Reproduce the data exactly. Omit no record.

*** Opening Material shown ***

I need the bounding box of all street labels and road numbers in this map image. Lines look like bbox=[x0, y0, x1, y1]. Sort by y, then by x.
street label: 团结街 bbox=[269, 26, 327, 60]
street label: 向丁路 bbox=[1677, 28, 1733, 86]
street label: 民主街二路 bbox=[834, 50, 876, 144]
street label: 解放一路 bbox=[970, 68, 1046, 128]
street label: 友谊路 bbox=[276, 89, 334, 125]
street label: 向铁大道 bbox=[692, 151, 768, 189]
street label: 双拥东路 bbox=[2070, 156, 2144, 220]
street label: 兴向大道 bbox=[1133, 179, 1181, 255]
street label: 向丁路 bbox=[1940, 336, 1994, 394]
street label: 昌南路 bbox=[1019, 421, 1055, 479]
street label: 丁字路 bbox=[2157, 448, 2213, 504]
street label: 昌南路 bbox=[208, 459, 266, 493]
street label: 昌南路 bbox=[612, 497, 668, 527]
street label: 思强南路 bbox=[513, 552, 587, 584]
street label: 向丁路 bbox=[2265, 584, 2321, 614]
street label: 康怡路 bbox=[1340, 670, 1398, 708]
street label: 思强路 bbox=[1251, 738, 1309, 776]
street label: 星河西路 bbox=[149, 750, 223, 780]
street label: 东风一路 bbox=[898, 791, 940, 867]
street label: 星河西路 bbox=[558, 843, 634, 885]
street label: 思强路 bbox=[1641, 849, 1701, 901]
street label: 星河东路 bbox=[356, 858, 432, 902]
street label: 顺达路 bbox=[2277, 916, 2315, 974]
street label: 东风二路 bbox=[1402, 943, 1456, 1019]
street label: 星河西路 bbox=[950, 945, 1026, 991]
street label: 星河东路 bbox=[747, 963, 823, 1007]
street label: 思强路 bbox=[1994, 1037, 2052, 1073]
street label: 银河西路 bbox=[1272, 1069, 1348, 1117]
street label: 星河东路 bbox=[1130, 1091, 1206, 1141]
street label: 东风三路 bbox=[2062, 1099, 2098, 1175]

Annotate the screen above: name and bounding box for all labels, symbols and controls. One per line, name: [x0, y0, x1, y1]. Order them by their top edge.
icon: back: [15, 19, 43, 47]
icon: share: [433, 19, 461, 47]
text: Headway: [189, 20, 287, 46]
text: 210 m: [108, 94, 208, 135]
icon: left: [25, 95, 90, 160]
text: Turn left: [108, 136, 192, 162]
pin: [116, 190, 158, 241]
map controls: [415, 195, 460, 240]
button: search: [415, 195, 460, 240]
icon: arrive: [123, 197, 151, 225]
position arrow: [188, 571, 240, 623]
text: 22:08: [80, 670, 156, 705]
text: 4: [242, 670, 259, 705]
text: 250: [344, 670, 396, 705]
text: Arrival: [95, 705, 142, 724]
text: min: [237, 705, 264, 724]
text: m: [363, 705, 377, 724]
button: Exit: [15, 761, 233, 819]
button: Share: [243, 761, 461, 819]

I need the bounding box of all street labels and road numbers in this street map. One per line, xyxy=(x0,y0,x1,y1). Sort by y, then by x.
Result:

*** Closing Material shown ***

* _Answer to the exercise_:
I need the bounding box of all street labels and road numbers in this map image. Lines look like bbox=[x0, y0, x1, y1]. Sort by y, then by x.
street label: 团结街 bbox=[269, 26, 327, 60]
street label: 向丁路 bbox=[1677, 28, 1733, 86]
street label: 民主街二路 bbox=[834, 50, 876, 144]
street label: 解放一路 bbox=[970, 68, 1046, 128]
street label: 友谊路 bbox=[276, 89, 334, 125]
street label: 向铁大道 bbox=[692, 151, 768, 189]
street label: 双拥东路 bbox=[2070, 156, 2144, 220]
street label: 兴向大道 bbox=[1133, 179, 1181, 255]
street label: 向丁路 bbox=[1940, 336, 1994, 394]
street label: 昌南路 bbox=[1019, 421, 1055, 479]
street label: 丁字路 bbox=[2157, 448, 2213, 504]
street label: 昌南路 bbox=[208, 459, 266, 493]
street label: 昌南路 bbox=[612, 497, 668, 527]
street label: 思强南路 bbox=[513, 552, 587, 584]
street label: 向丁路 bbox=[2265, 584, 2321, 614]
street label: 康怡路 bbox=[1340, 670, 1398, 708]
street label: 思强路 bbox=[1251, 738, 1309, 776]
street label: 星河西路 bbox=[149, 750, 223, 780]
street label: 东风一路 bbox=[898, 791, 940, 867]
street label: 星河西路 bbox=[558, 843, 634, 885]
street label: 思强路 bbox=[1641, 849, 1701, 901]
street label: 星河东路 bbox=[356, 858, 432, 902]
street label: 顺达路 bbox=[2277, 916, 2315, 974]
street label: 东风二路 bbox=[1402, 943, 1456, 1019]
street label: 星河西路 bbox=[950, 945, 1026, 991]
street label: 星河东路 bbox=[747, 963, 823, 1007]
street label: 思强路 bbox=[1994, 1037, 2052, 1073]
street label: 银河西路 bbox=[1272, 1069, 1348, 1117]
street label: 星河东路 bbox=[1130, 1091, 1206, 1141]
street label: 东风三路 bbox=[2062, 1099, 2098, 1175]

Annotate the screen above: name and bounding box for all labels, symbols and controls. One per line, name: [x0, y0, x1, y1]. Order them by their top edge.
icon: back: [15, 19, 43, 47]
icon: share: [433, 19, 461, 47]
text: Headway: [189, 20, 287, 46]
text: 210 m: [108, 94, 208, 135]
icon: left: [25, 95, 90, 160]
text: Turn left: [108, 136, 192, 162]
pin: [116, 190, 158, 241]
map controls: [415, 195, 460, 240]
button: search: [415, 195, 460, 240]
icon: arrive: [123, 197, 151, 225]
position arrow: [188, 571, 240, 623]
text: 22:08: [80, 670, 156, 705]
text: 4: [242, 670, 259, 705]
text: 250: [344, 670, 396, 705]
text: Arrival: [95, 705, 142, 724]
text: min: [237, 705, 264, 724]
text: m: [363, 705, 377, 724]
button: Exit: [15, 761, 233, 819]
button: Share: [243, 761, 461, 819]

I need the bounding box of all street labels and road numbers in this street map. One per line, xyxy=(x0,y0,x1,y1). Sort by y, then by x.
Result:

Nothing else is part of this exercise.